Here are some specific suggestions of what providers can do to make the transition easier:

Get Educated And Involved

Opportunities for education abound. One educational forum I recommend is the Health Care Payment Learning and Action Network founded by CMS. Participants in this network range from health system leaders to consumers, physicians, and government officials. The group generates ideas about how to better coordinate care, use healthcare technology, implement preventive care measures, and much more. It offers a robust forum for learning and discussion.

Understand The New Law

I recommend learning the implications of the SGR repeal. Remember that regulations stemming from the bill have yet to be released. Specific regulations will come from CMS in the near future.
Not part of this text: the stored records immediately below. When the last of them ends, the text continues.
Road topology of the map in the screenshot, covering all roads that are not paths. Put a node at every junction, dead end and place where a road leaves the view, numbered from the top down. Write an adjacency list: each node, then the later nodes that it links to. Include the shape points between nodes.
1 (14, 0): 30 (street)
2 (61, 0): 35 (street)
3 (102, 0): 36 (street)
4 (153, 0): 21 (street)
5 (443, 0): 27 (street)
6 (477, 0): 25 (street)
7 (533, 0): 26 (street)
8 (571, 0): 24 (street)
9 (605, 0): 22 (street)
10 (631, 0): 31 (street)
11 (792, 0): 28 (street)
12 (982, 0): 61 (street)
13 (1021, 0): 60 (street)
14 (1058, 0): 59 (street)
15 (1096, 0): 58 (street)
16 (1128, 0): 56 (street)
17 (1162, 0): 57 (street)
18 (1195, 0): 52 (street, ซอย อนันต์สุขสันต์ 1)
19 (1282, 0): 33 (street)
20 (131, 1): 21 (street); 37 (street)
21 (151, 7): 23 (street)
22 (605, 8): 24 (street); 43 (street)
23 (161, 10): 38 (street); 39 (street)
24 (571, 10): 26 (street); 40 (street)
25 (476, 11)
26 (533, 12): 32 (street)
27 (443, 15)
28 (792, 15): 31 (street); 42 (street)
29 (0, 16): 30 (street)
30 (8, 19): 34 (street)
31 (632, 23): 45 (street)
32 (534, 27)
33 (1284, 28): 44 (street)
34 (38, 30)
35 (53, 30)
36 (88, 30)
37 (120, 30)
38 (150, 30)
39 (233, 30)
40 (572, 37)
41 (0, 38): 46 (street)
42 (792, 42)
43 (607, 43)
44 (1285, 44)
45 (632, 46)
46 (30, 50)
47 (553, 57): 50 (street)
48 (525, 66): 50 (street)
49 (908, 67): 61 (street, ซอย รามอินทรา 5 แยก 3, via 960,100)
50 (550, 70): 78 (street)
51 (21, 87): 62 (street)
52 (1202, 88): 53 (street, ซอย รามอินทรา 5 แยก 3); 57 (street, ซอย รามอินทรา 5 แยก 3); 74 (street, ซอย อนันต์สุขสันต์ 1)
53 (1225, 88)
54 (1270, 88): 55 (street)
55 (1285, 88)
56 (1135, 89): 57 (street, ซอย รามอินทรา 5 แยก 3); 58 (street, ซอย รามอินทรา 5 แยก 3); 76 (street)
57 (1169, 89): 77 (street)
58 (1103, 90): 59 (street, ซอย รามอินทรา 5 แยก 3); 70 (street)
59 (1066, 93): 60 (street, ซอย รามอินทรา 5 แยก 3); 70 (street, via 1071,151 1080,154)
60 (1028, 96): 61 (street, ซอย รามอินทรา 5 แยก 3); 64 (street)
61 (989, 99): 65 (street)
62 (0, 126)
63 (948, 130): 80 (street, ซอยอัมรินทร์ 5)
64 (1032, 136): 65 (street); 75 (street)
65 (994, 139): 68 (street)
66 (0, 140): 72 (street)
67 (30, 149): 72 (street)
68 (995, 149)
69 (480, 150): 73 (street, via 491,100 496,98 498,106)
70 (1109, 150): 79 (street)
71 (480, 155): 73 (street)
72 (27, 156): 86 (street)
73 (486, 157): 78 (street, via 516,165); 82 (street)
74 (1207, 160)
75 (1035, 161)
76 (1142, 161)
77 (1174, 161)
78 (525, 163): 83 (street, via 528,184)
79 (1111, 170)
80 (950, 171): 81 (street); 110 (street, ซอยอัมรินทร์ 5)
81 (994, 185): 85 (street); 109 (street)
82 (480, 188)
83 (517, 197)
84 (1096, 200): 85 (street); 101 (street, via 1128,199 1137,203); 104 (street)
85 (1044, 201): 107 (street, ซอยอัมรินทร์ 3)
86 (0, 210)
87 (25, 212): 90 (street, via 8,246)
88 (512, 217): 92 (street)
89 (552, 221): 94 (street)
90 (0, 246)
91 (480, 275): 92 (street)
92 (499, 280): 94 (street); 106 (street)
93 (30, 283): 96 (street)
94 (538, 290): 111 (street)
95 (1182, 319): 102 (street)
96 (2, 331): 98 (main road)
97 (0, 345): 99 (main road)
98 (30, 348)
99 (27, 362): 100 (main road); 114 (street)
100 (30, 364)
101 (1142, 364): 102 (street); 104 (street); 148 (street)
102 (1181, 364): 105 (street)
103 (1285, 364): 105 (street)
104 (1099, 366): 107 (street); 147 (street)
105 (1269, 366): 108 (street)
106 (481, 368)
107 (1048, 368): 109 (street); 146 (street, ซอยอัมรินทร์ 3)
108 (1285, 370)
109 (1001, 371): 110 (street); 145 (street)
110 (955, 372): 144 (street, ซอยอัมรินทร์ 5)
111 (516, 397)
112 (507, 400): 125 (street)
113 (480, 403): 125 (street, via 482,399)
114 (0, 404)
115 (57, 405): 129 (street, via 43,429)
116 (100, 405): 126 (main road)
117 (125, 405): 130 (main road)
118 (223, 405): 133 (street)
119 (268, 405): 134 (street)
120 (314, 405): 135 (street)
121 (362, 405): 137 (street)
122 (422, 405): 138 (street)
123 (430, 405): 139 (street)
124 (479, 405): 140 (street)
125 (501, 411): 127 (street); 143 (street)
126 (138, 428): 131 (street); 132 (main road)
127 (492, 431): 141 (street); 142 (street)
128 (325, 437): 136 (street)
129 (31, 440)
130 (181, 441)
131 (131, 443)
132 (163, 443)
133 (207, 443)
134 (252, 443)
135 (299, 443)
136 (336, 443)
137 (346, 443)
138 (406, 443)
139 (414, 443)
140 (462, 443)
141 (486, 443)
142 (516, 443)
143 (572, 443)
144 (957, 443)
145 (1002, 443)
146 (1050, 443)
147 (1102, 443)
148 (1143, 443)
Most Importantly, Consider Ways To Take Advantage Of The Upcoming 5 Percent Bonus

Providers that are already participating in VBR arrangements should consider how to increase the volume of their VBR business to meet the 25 percent, 50 percent, and 75 percent thresholds outlined in the bill. Providers that have not yet embraced VBR practices need to start immediately. Wherever providers stand on the VBR adoption spectrum, I highly recommend having a plan in place by the end of 2015. Devoting even an hour a week to planning can produce a solid roadmap for a successful transition to a value-based system.

Here are some additional recommendations aimed principally at smaller provider groups that are less likely to have joined an ACO or formed a Patient Centered Medical Home (PCMH):

  • Explore the requirements for qualifying as a patient-centered medical home. Do you have the staff and other resources to support the PCMH http://www.pcmh.ahrq.gov model?
  • Look at partnerships, especially those that enable participation in an ACO. Joining an existing ACO is a more realistic option for most providers, although some groups might want to form an ACO themselves. The key is to market your services to potential partners—and the best way to market yourself is delivering high-quality care at low cost.
  • Work to ensure that incentives align with quality rather than quantity. Success in a PCMH, ACO, or any other kind of value-based initiative requires appropriately aligned incentives. Every practitioner in the group must understand what is required and be committed to the VBR plan.

The most important thing is to start today. Providers need to set milestones. 2019 is not that far away. One thing is certain: It may have taken 17 years to repeal SGR, but there won’t be that much time to prepare for transition to value-based initiatives.